Etat des lieux du logement : les nuages s'amoncellent
Lors de sa conférence de presse le 13 septembre, Olivier Salleron, président de la FFB, a dressé un état des lieux réaliste sur la conjoncture actuelle et l’emploi dans le bâtiment et enjoint un passage à l’action !
Conjoncture bâtiment : un équilibre fragile
Les éléments disponibles début septembre conduisent la FFB à réviser à la baisse ses prévisions pour 2023, où l’évolution de l’activité bâtiment ressortira proche de 0 % en volume. Deux segments l’expliquent : le logement neuf, qui recule plus rapidement qu’anticipé, et le non résidentiel neuf, qui ne progresse plus. Quant à l’emploi dans le bâtiment, sa phase de croissance continue depuis 2017 se referme.
En détail, la crise s’accentue dans le logement neuf. En glissement annuel sur sept mois à fin juillet 2023, les mises en chantier abandonnent déjà plus de 15 % et le mouvement ne peut que s’accentuer puisque les permis chutent de près de 30 %. D’ailleurs, la FFB ne relève aucune inflexion récente et l’individuel, plus réactif, affiche des plongeons respectifs de 21 % et 33 %.
À une situation tendue sur le marché du crédit sont venues s’ajouter les annonces catastrophiques du CNR logement relatives aux aides pour le neuf.
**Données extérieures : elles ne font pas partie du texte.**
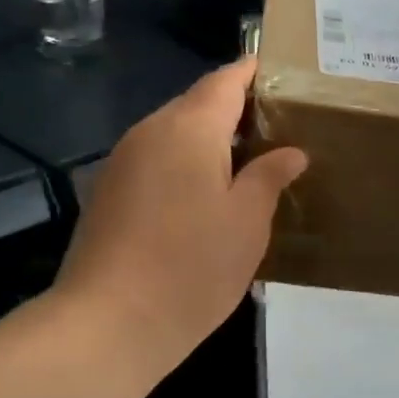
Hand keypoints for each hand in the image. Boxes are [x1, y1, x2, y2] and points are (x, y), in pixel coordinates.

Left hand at [57, 58, 305, 376]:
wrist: (107, 324)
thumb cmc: (192, 266)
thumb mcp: (247, 221)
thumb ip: (269, 177)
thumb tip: (291, 152)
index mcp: (189, 127)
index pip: (225, 80)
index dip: (253, 72)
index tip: (282, 74)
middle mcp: (150, 131)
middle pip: (197, 103)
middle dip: (235, 109)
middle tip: (277, 127)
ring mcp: (123, 160)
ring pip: (174, 132)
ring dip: (209, 139)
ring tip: (248, 162)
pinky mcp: (108, 191)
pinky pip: (156, 159)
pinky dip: (184, 163)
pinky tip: (206, 195)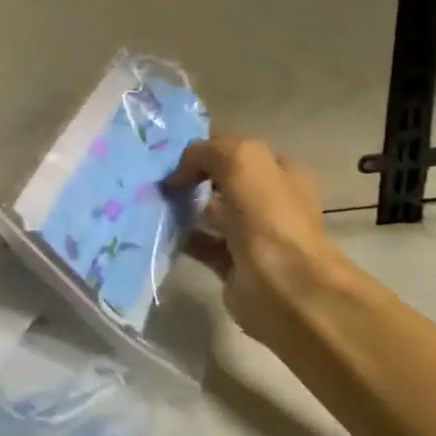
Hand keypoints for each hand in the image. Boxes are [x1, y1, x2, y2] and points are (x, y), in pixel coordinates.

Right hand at [165, 133, 355, 350]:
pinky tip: (157, 231)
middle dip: (190, 178)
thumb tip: (179, 174)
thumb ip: (207, 152)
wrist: (285, 287)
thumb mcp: (242, 160)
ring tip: (150, 203)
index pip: (237, 151)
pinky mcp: (232, 264)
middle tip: (155, 178)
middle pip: (221, 182)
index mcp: (280, 173)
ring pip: (209, 213)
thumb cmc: (269, 217)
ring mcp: (251, 235)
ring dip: (182, 207)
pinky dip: (179, 238)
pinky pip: (200, 245)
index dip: (205, 148)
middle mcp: (269, 202)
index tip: (168, 154)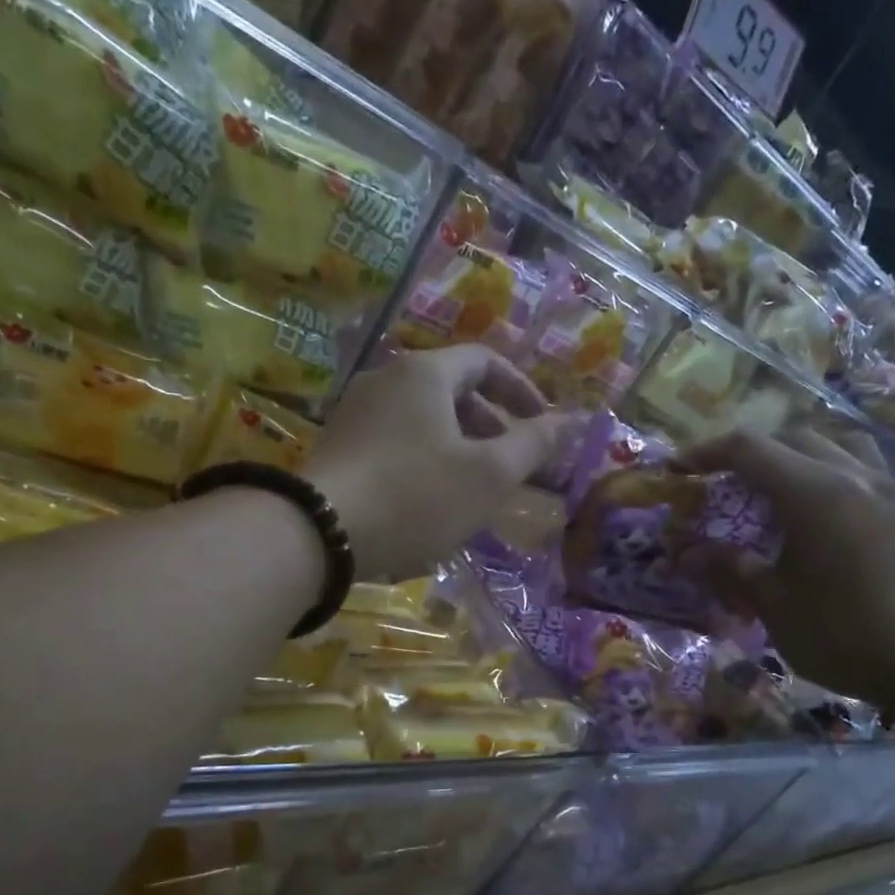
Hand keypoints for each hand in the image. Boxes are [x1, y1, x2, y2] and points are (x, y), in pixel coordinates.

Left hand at [305, 345, 569, 578]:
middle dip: (491, 426)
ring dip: (458, 448)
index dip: (521, 390)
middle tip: (510, 466)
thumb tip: (574, 419)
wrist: (320, 533)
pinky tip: (428, 503)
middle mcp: (386, 380)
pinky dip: (424, 462)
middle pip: (452, 391)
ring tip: (473, 491)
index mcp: (424, 373)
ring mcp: (355, 413)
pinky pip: (395, 443)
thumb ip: (534, 444)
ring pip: (423, 421)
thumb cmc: (416, 496)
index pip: (485, 361)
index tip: (542, 426)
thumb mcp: (488, 474)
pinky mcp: (337, 447)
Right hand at [678, 427, 894, 717]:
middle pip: (792, 438)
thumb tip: (688, 553)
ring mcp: (884, 491)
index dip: (705, 453)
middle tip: (722, 486)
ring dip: (794, 458)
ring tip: (771, 492)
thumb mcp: (773, 603)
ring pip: (833, 446)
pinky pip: (857, 471)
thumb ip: (730, 568)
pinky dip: (824, 477)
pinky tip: (814, 518)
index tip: (676, 470)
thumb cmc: (843, 632)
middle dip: (749, 455)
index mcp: (813, 491)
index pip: (748, 449)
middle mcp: (851, 476)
Malgré le relèvement attendu du budget alloué à MaPrimeRénov’et le redéploiement de la commande publique locale, le "scénario si rien n’est fait"que présente la FFB depuis le début de cette année prend donc un tour de plus en plus réel.
En rythme annuel sur les sept premiers mois de 2023, les mises en chantier de logements atteignent péniblement 303 000 unités, comme en 1991, année précédant les points bas historiques de 1992 et 1993 (environ 275 000 unités). Si rien n’est fait dans le PLF 2024 pour enrayer la chute, chacun sait donc ce qu’il adviendra en 2024 et 2025. D’autant que la situation à l’amont de la filière reste très mauvaise, les ventes s’effondrant d’environ 35 % entre les premiers semestres 2022 et 2023, dans l’individuel diffus comme dans la promotion immobilière. Avec à peine plus de 150 000 unités en cumul sur douze mois à fin juin, les ventes aux particuliers définissent un plus bas depuis 2007 (année d’origine de la série), 75 000 unités de moins que la moyenne observée depuis cette date.
Le non résidentiel neuf déçoit encore. En glissement annuel sur sept mois à fin juillet 2023, les surfaces commencées abandonnent 19,2 %, sans changement de rythme récent, et les surfaces autorisées baissent de 1,5 %. Il n’y donc plus de relai à espérer de ce segment. Il faut toutefois signaler le retour de la commande publique. De fait, les bâtiments administratifs, qui pèsent pour 14 % du non résidentiel, ressortent en hausse de 8,4 % côté permis. Plusieurs développements hospitaliers l’expliquent, mais aussi de nombreux chantiers lancés par les collectivités locales, comme en atteste la hausse prévue de 2 % en volume de la dépense en bâtiment de ces acteurs.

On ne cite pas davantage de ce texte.